Dataset entries:
-------------------------

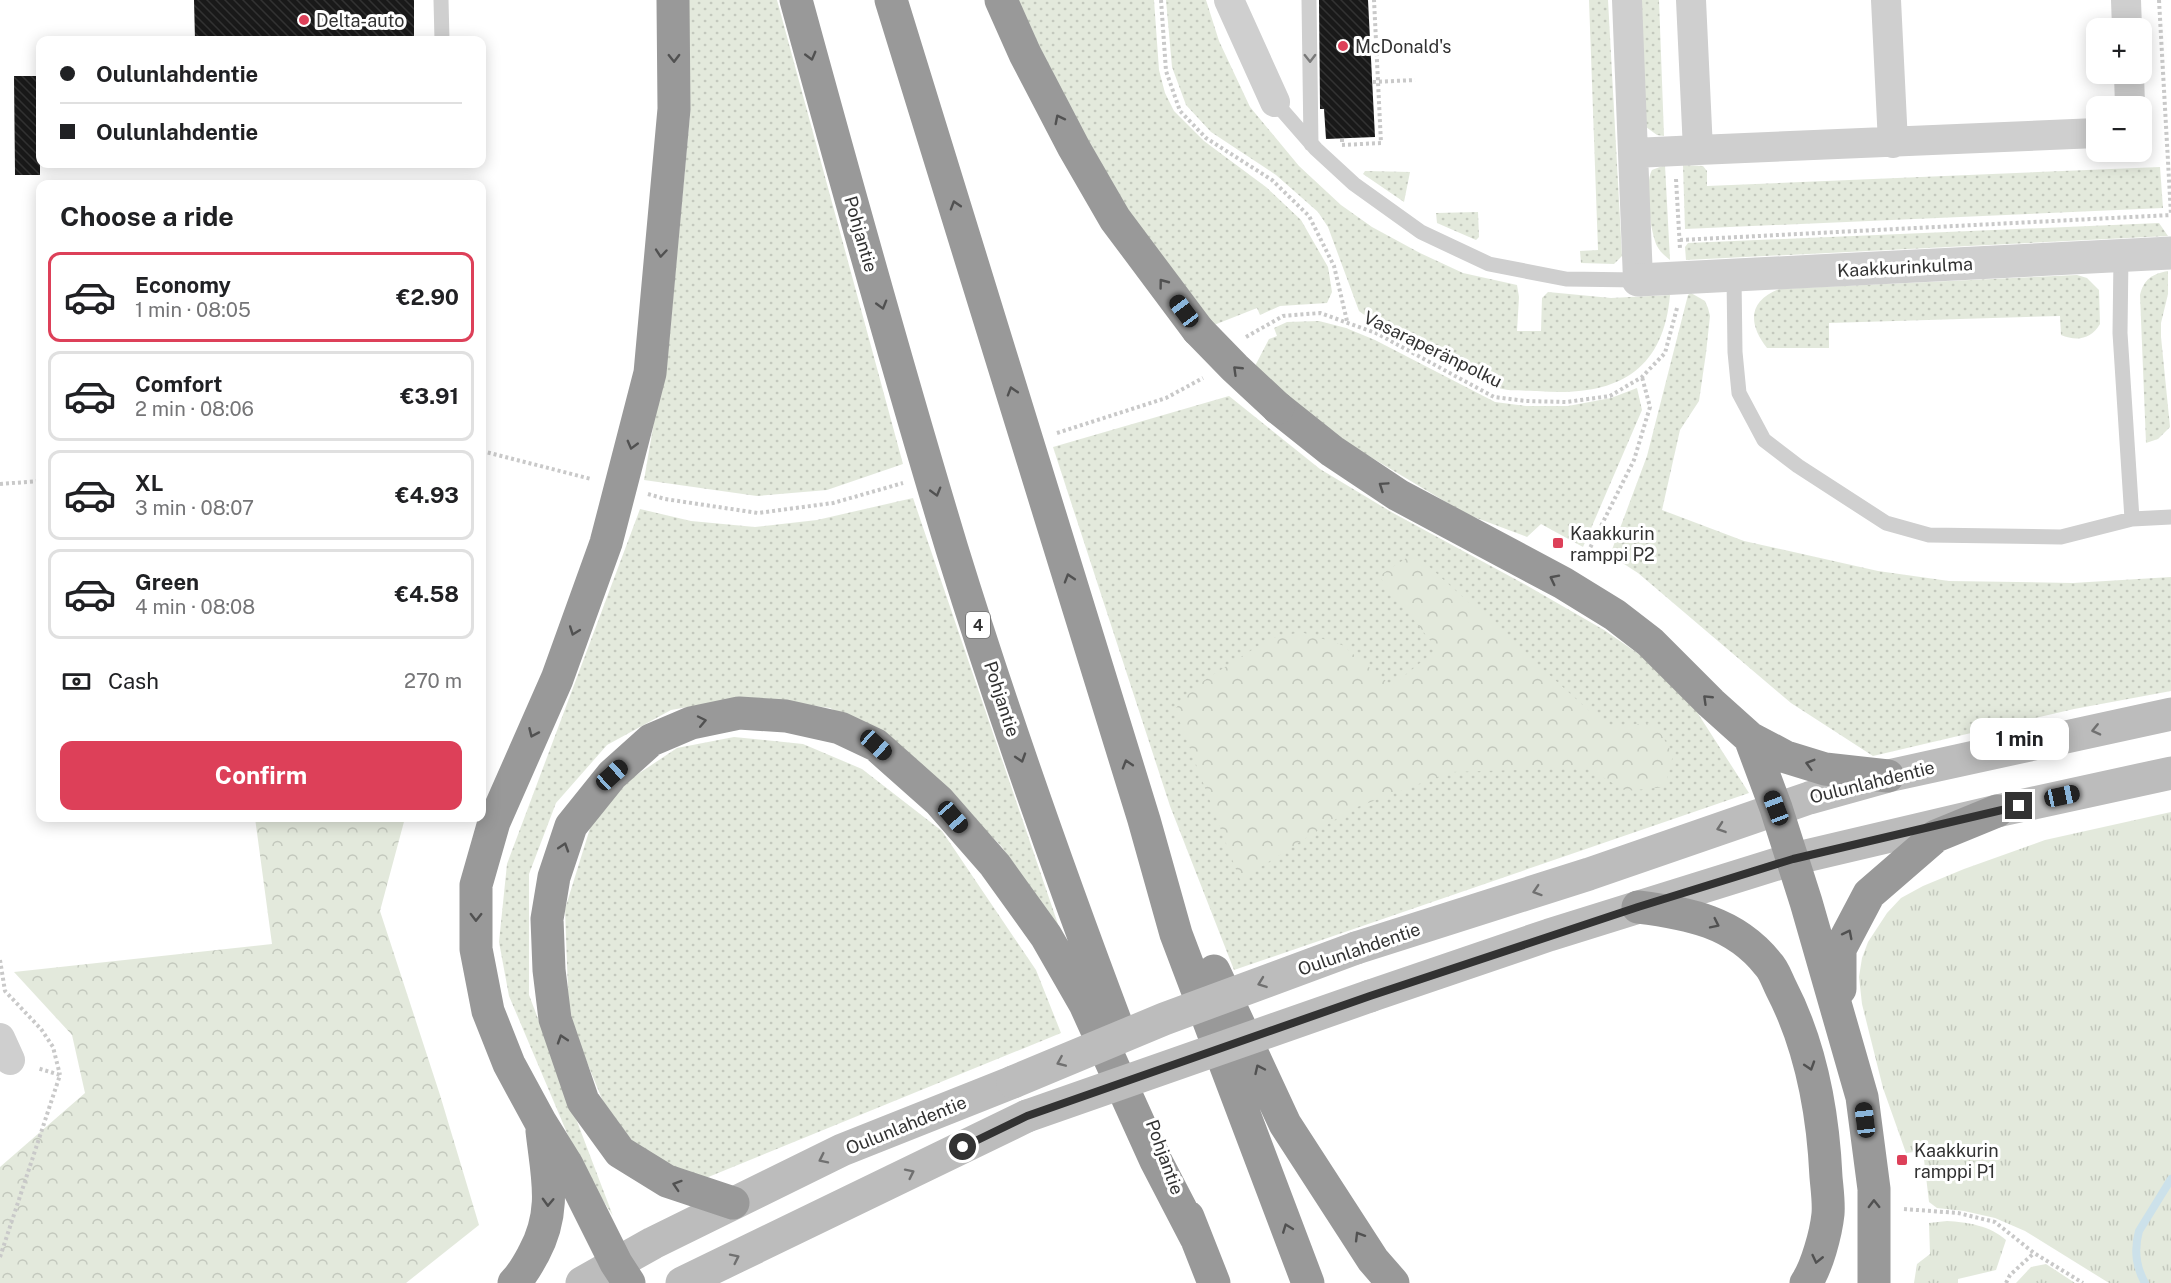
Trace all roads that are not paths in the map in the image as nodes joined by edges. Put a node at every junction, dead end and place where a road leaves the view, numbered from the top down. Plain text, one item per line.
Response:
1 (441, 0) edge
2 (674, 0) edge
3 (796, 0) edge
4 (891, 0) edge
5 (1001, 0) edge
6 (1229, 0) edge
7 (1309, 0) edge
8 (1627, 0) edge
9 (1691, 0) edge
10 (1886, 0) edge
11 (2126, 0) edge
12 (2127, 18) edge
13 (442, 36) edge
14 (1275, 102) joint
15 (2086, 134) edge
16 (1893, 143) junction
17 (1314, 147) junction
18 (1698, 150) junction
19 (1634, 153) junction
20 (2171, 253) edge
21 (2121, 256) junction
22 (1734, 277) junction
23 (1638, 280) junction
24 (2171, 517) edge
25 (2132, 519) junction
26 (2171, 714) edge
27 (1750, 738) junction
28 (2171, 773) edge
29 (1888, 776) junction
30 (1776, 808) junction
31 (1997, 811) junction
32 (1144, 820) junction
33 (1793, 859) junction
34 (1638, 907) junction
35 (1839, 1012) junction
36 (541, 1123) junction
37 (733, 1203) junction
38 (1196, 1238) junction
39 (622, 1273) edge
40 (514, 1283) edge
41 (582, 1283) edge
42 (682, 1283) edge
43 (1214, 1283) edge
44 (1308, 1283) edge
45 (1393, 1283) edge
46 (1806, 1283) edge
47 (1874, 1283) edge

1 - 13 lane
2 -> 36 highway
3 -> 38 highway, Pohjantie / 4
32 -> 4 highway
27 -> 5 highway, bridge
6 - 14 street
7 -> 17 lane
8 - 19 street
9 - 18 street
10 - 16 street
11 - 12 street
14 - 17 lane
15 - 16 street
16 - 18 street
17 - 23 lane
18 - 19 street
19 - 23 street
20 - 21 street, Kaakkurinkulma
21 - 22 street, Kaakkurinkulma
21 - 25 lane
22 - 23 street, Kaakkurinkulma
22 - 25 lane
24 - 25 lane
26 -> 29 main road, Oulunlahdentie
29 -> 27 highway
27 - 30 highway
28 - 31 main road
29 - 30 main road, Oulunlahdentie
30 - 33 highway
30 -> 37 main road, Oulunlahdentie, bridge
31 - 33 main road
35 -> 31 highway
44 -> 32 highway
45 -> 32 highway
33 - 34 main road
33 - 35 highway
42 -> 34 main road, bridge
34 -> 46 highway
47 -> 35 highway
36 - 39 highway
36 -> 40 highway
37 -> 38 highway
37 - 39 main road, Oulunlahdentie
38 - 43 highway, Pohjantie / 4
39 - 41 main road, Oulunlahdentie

-------------------------

▶ **WHAT IS BEING ASKED**:
What lines above contain the word "Pohjantie"? Please copy each one.

▶ **TASK RESPONSE**:
3 -> 38 highway, Pohjantie / 4
38 - 43 highway, Pohjantie / 4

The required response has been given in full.